Opini

Politik Kaum Agamawan

Oleh : very - Minggu, 14/01/2024 20:56 WIB

Abdul Mukti Ro’uf adalah Pengajar Filsafat dan Pemikiran Islam pada Program Pascasarjana IAIN Pontianak. (Foto: Ist)

Oleh: Abdul Mukti Ro’uf*)

Jakarta, INDONEWS.ID – Di balik pasangan capres-wcawapres dalam Pilpres 2024 terdapat pendukung yang datang dari kalangan tokoh agama. Secara umum, keberadaannya tidak lain sebagai penguat moral karena alasan eksistensi agamawan sebagai penjaga moral dalam kehidupan sosial masyarakat Indonesia.

Secara historis, kaum agamawan, selain kaum nasionalis, adalah pemeran utama dalam perjalanan dan percaturan politik Indonesia bahkan jauh sebelum Indonesia merdeka. Sehingga, kesejarahan politik  Indonesia tidak bisa dilepaskan dari peran dan fungsi kaum agamawan.

Maka tidak heran, dalam safari pembentukan koalisi prtai-partai untuk pilpres 2024, kunjungan ke rumah-rumah kyai dan lembaga pesantren menjadi pemandangan lima tahunan.

Selain karena alasan  legitimasi keagamaan, secara sosiologis, kyai merupakan katalisator bagi banyak kepentingan yang dalam hal ini adalah kepentingan “elektoral politik”. Diharapkan, dengan bergabungnya kyai tertentu, paslon akan mendapatkan dua manfaat sekaligus: manfaat legitimasi dan manfaat elektoral.

 

Dunia Politik Kyai

Dalam urusannya dengan dunia politik, setidaknya ada dua pandangan utama sebagai rujukan padangan dan prilaku masyarakat atasnya.

Pertama, pandangan yang mengatakan bahwa kyai seharusnya cukup berperan sebagai pengayom umat terutama dalam kehidupan beragama, sehingga akan lebih baik jika kyai menghindarkan diri dari kegiatan politik praktis, sehingga tidak terjebak pada peran ganda.

Kedua, bahwa tidak ada alasan kyai untuk meninggalkan politik praktis sebab berpolitik merupakan bagian dari kehidupan agama itu sendiri.
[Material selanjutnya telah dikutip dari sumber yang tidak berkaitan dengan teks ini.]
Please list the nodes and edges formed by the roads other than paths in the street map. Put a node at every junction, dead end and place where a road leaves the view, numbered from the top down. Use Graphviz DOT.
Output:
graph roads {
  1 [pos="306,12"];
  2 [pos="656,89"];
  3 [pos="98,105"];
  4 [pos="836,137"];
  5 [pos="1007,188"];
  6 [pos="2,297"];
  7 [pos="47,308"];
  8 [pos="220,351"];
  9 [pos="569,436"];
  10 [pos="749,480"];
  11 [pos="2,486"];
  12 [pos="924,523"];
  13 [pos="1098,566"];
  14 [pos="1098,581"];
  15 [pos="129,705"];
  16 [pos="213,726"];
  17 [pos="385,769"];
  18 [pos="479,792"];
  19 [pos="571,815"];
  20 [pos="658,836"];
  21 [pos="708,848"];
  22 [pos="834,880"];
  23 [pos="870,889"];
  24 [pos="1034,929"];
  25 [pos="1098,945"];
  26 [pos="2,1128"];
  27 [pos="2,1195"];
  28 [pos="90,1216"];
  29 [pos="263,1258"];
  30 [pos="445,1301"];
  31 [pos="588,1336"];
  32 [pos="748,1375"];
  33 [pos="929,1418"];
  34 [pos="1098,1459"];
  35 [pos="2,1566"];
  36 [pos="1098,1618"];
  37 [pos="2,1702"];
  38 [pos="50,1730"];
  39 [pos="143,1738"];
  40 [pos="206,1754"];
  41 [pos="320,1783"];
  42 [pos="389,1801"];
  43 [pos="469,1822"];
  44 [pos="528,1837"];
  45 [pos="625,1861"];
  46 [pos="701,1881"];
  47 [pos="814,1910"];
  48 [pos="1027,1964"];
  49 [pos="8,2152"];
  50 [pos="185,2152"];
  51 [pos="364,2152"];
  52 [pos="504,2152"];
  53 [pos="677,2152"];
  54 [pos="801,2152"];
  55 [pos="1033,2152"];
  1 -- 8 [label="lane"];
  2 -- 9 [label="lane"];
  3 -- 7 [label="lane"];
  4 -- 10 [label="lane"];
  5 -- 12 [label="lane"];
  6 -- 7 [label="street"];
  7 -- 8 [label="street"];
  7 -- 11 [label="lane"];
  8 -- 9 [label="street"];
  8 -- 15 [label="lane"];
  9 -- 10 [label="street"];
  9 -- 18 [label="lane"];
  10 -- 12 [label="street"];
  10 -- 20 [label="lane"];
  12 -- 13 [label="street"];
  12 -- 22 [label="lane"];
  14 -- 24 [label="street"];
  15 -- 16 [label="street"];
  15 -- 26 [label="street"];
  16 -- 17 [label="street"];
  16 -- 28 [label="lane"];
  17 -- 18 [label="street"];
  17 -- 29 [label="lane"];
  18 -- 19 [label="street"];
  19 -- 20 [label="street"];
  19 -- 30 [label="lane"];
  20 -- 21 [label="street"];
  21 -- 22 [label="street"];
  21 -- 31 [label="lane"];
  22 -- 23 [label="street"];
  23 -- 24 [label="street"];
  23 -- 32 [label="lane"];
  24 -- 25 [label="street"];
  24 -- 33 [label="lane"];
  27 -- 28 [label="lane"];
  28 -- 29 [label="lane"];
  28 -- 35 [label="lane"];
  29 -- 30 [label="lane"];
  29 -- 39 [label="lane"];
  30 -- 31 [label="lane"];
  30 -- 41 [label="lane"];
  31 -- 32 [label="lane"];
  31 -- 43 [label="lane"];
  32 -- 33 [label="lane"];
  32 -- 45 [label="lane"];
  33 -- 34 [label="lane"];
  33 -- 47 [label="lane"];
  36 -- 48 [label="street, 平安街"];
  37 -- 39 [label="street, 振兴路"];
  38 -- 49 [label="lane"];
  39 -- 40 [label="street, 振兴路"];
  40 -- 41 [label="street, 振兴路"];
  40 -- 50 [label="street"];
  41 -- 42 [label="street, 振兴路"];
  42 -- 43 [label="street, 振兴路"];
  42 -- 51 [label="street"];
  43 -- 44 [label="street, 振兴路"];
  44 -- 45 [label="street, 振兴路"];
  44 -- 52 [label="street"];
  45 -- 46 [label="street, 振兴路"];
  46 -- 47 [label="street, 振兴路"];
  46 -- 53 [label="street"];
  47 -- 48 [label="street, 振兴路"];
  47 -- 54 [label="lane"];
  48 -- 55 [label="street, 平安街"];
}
Karena alasan dalil keagamaan baik yang bersifat normatif maupun hsitoris, pandangan pertama lebih tampak dominan dibandingkan pandangan kedua. Namun demikian, pandangan pertama yang dianut oleh mayoritas bukan lantas sepi dan terhindar dari problematikanya sendiri terutama dalam menjaga keteguhan atas nilai-nilai moral yang menjadi misi utamanya. Pendeknya, misi moral para kyai yang terlibat dalam politik praktis seringkali terjatuh pada pelukan pragamtisme politik yang seringkali terlepas dari urusan keumatan.

Fungsi kesejarahan kyai dalam konstruksi dan perubahan sosial politik di Indonesia telah banyak diungkap oleh para peneliti kelas dunia yang menempatkan kyai sebagai agen perubahan sosial (Hiroko Horikosi, 1978) dan sebagai makelar budaya/cultural brokers (Geertz,1960).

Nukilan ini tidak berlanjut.